Would You Buy a Used
Car From This Man?
Oil on canvas
75 x 50cm


'Night of the Awards' - Robert Hodgins at the Goodman

'The duty of an artist', Robert Hodgins has said, 'is to pour into a painting as much as you know and as much as you've got.' It is a responsibility which the artist has always taken completely seriously, while at the same time maintaining a healthy disrespect for any subject which shows the faintest sign of authoritarianism. Captains of industry, generals, politicians - all appear as figures of fun in Hodgins' work, but however you feel about that, the colours and juxtapositions of other colours work so beautifully, the brushstrokes are so animated and assured that the work is irresistible. 'Night of the Awards' is the title of Hodgins' new show which opened at the Goodman on March 28 and continues until April 18.



Rachel Whiteread
House 1993
The artist's best-known


British sculpture at the Johannesburg Art Gallery

'I try to elaborate fictions for potentially pleasurable moments of encounter, and one has to acknowledge that these are delicate and most likely cannot sustain themselves, like a bubble.' This quote by one of the artists on this exhibition, the late Helen Chadwick - she died a few years ago, at the height of her powers - might provide a motif for visitors to 'A Changed World' - British sculpture from 1963 to 1996, sponsored by the British Council, and showing at the Johannesburg Art Gallery. In any encounter, both parties have to bring something to the moment for it to be really pleasurable, and in this case, some understanding of the artists' intentions helps enormously. Turner prize-winner Rachel Whiteread has been recording details of middle-class British domestic architecture - before it all gets knocked down - by casting the negative spaces in rooms, and using those casts as her pieces. Most notably, in House (1993) she cast the interior of an entire house, due to be demolished, then removed the outside walls and roof. False Doors at the Johannesburg Art Gallery is in this mode.
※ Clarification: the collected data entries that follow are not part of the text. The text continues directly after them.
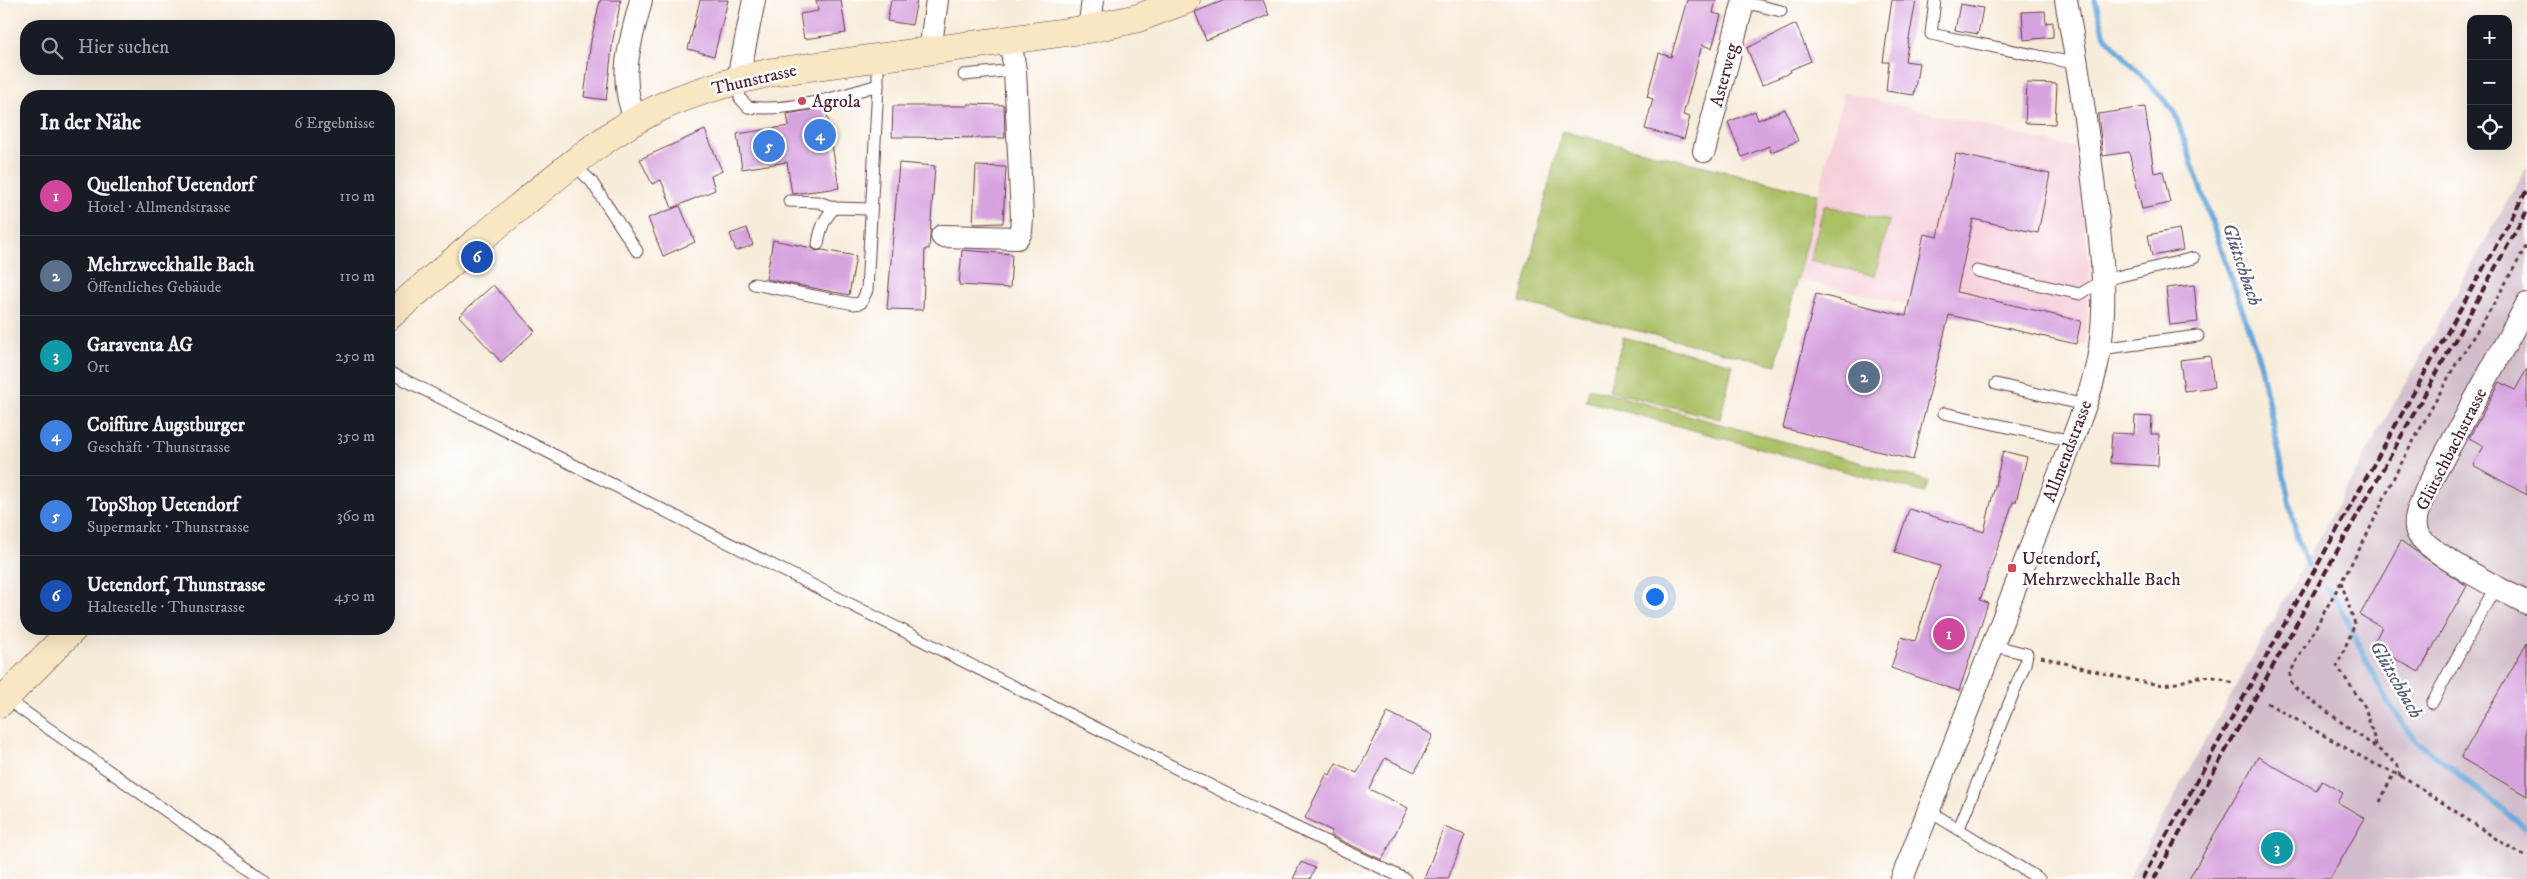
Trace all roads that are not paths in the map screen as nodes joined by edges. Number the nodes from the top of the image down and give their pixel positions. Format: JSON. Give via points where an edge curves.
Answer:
{"nodes":[{"id":1,"x":641,"y":0,"type":"edge"},
{"id":2,"x":754,"y":0,"type":"edge"},
{"id":3,"x":937,"y":0,"type":"edge"},
{"id":4,"x":1093,"y":0,"type":"edge"},
{"id":5,"x":1186,"y":0,"type":"edge"},
{"id":6,"x":1935,"y":0,"type":"edge"},
{"id":7,"x":2066,"y":0,"type":"edge"},
{"id":8,"x":1743,"y":1,"type":"edge"},
{"id":9,"x":1781,"y":11,"type":"dead end"},
{"id":10,"x":1089,"y":28,"type":"junction"},
{"id":11,"x":1010,"y":40,"type":"junction"},
{"id":12,"x":930,"y":51,"type":"junction"},
{"id":13,"x":878,"y":58,"type":"junction"},
{"id":14,"x":2078,"y":64,"type":"junction"},
{"id":15,"x":1015,"y":70,"type":"junction"},
{"id":16,"x":964,"y":75,"type":"dead end"},
{"id":17,"x":738,"y":79,"type":"junction"},
{"id":18,"x":878,"y":85,"type":"junction"},
{"id":19,"x":636,"y":121,"type":"junction"},
{"id":20,"x":1704,"y":151,"type":"dead end"},
{"id":21,"x":573,"y":164,"type":"junction"},
{"id":22,"x":789,"y":201,"type":"dead end"},
{"id":23,"x":835,"y":208,"type":"junction"},
{"id":24,"x":871,"y":209,"type":"junction"},
{"id":25,"x":973,"y":228,"type":"dead end"},
{"id":26,"x":1021,"y":232,"type":"junction"},
{"id":27,"x":942,"y":236,"type":"dead end"},
{"id":28,"x":818,"y":244,"type":"dead end"},
{"id":29,"x":637,"y":251,"type":"dead end"},
{"id":30,"x":2194,"y":258,"type":"dead end"},
{"id":31,"x":1977,"y":271,"type":"dead end"},
{"id":32,"x":2104,"y":280,"type":"junction"},
{"id":33,"x":754,"y":284,"type":"dead end"},
{"id":34,"x":2527,"y":304,"type":"edge"},
{"id":35,"x":395,"y":311,"type":"edge"},
{"id":36,"x":2520,"y":334,"type":"edge"},
{"id":37,"x":2198,"y":336,"type":"dead end"},
{"id":38,"x":2100,"y":349,"type":"junction"},
{"id":39,"x":395,"y":375,"type":"edge"},
{"id":40,"x":1996,"y":384,"type":"dead end"},
{"id":41,"x":2085,"y":405,"type":"junction"},
{"id":42,"x":1944,"y":413,"type":"dead end"},
{"id":43,"x":2072,"y":441,"type":"junction"},
{"id":44,"x":2496,"y":586,"type":"junction"},
{"id":45,"x":2527,"y":603,"type":"edge"},
{"id":46,"x":67,"y":635,"type":"edge"},
{"id":47,"x":1991,"y":645,"type":"junction"},
{"id":48,"x":2,"y":701,"type":"edge"},
{"id":49,"x":2432,"y":703,"type":"dead end"},
{"id":50,"x":1929,"y":810,"type":"junction"},
{"id":51,"x":1959,"y":828,"type":"junction"},
{"id":52,"x":263,"y":879,"type":"edge"},
{"id":53,"x":1405,"y":879,"type":"edge"},
{"id":54,"x":1902,"y":879,"type":"edge"},
{"id":55,"x":2039,"y":879,"type":"edge"}],
"edges":[{"from":1,"to":19,"type":"street","via":[[625,78],[626,94]]},
{"from":2,"to":17,"type":"street"},
{"from":3,"to":12,"type":"street"},
{"from":4,"to":10,"type":"street"},
{"from":5,"to":10,"type":"main road","name":"Thunstrasse","via":[[1138,18]]},
{"from":6,"to":14,"type":"lane","via":[[1931,34]]},
{"from":7,"to":14,"type":"street","name":"Allmendstrasse"},
{"from":8,"to":9,"type":"lane"},
{"from":8,"to":20,"type":"street","name":"Asterweg"},
{"from":10,"to":11,"type":"main road","name":"Thunstrasse"},
{"from":11,"to":12,"type":"main road","name":"Thunstrasse"},
{"from":11,"to":15,"type":"street"},
{"from":12,"to":13,"type":"main road","name":"Thunstrasse"},
{"from":13,"to":17,"type":"main road","name":"Thunstrasse"},
{"from":13,"to":18,"type":"lane"},
{"from":14,"to":32,"type":"street","name":"Allmendstrasse"},
{"from":15,"to":16,"type":"lane"},
{"from":15,"to":26,"type":"street"},
{"from":17,"to":18,"type":"lane","via":[[740,98],[748,107],[769,109]]},
{"from":17,"to":19,"type":"main road","name":"Thunstrasse","via":[[673,102]]},
{"from":18,"to":24,"type":"lane"},
{"from":19,"to":21,"type":"main road","name":"Thunstrasse"},
{"from":21,"to":29,"type":"lane","via":[[591,181]]},
{"from":21,"to":35,"type":"main road","name":"Thunstrasse"},
{"from":22,"to":23,"type":"lane","via":[[818,202]]},
{"from":23,"to":24,"type":"lane"},
{"from":23,"to":28,"type":"lane","via":[[829,212],[820,231]]},
{"from":24,"to":33,"type":"lane","via":[[867,290],[861,303]]},
{"from":25,"to":26,"type":"lane"},
{"from":26,"to":27,"type":"street","via":[[1017,238]]},
{"from":30,"to":32,"type":"lane"},
{"from":31,"to":32,"type":"lane","via":[[2080,294]]},
{"from":32,"to":38,"type":"street","name":"Allmendstrasse"},
{"from":34,"to":36,"type":"street","name":"Glütschbachstrasse"},
{"from":36,"to":44,"type":"street","name":"Glütschbachstrasse","via":[[2428,488],[2416,522],[2423,541]]},
{"from":37,"to":38,"type":"lane"},
{"from":38,"to":41,"type":"street","name":"Allmendstrasse"},
{"from":39,"to":53,"type":"lane","via":[[1263,812]]},
{"from":40,"to":41,"type":"lane"},
{"from":41,"to":43,"type":"street","name":"Allmendstrasse"},
{"from":42,"to":43,"type":"lane"},
{"from":43,"to":47,"type":"street","name":"Allmendstrasse"},
{"from":44,"to":45,"type":"street","name":"Glütschbachstrasse"},
{"from":44,"to":49,"type":"lane"},
{"from":46,"to":48,"type":"main road"},
{"from":47,"to":50,"type":"street","name":"Allmendstrasse"},
{"from":47,"to":51,"type":"lane","via":[[2027,654],[2026,664]]},
{"from":48,"to":52,"type":"lane"},
{"from":50,"to":51,"type":"lane"},
{"from":50,"to":54,"type":"street","name":"Allmendstrasse"},
{"from":51,"to":55,"type":"lane"}]}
Among others on show are works by Damien Hirst, Antony Gormley, Anish Kapoor and Gilbert & George.



Lynne Lomofsky
Cancer Ward: LE 32 (1997)
Installation detail


'Cancer Ward: LE32'

A powerful installation of a personal experience of cancer opens at the Rembrandt van Rijn Gallery at the Market Theatre on April 5. Lynne Lomofsky was 37 years old and living in Toronto when she was diagnosed with non-hodgkins low-grade lymphoma, and gradually found her debilitating treament forced her to change her way of artmaking . Using photographs behind curtains and hospital paraphernalia, this unsentimental installation really works.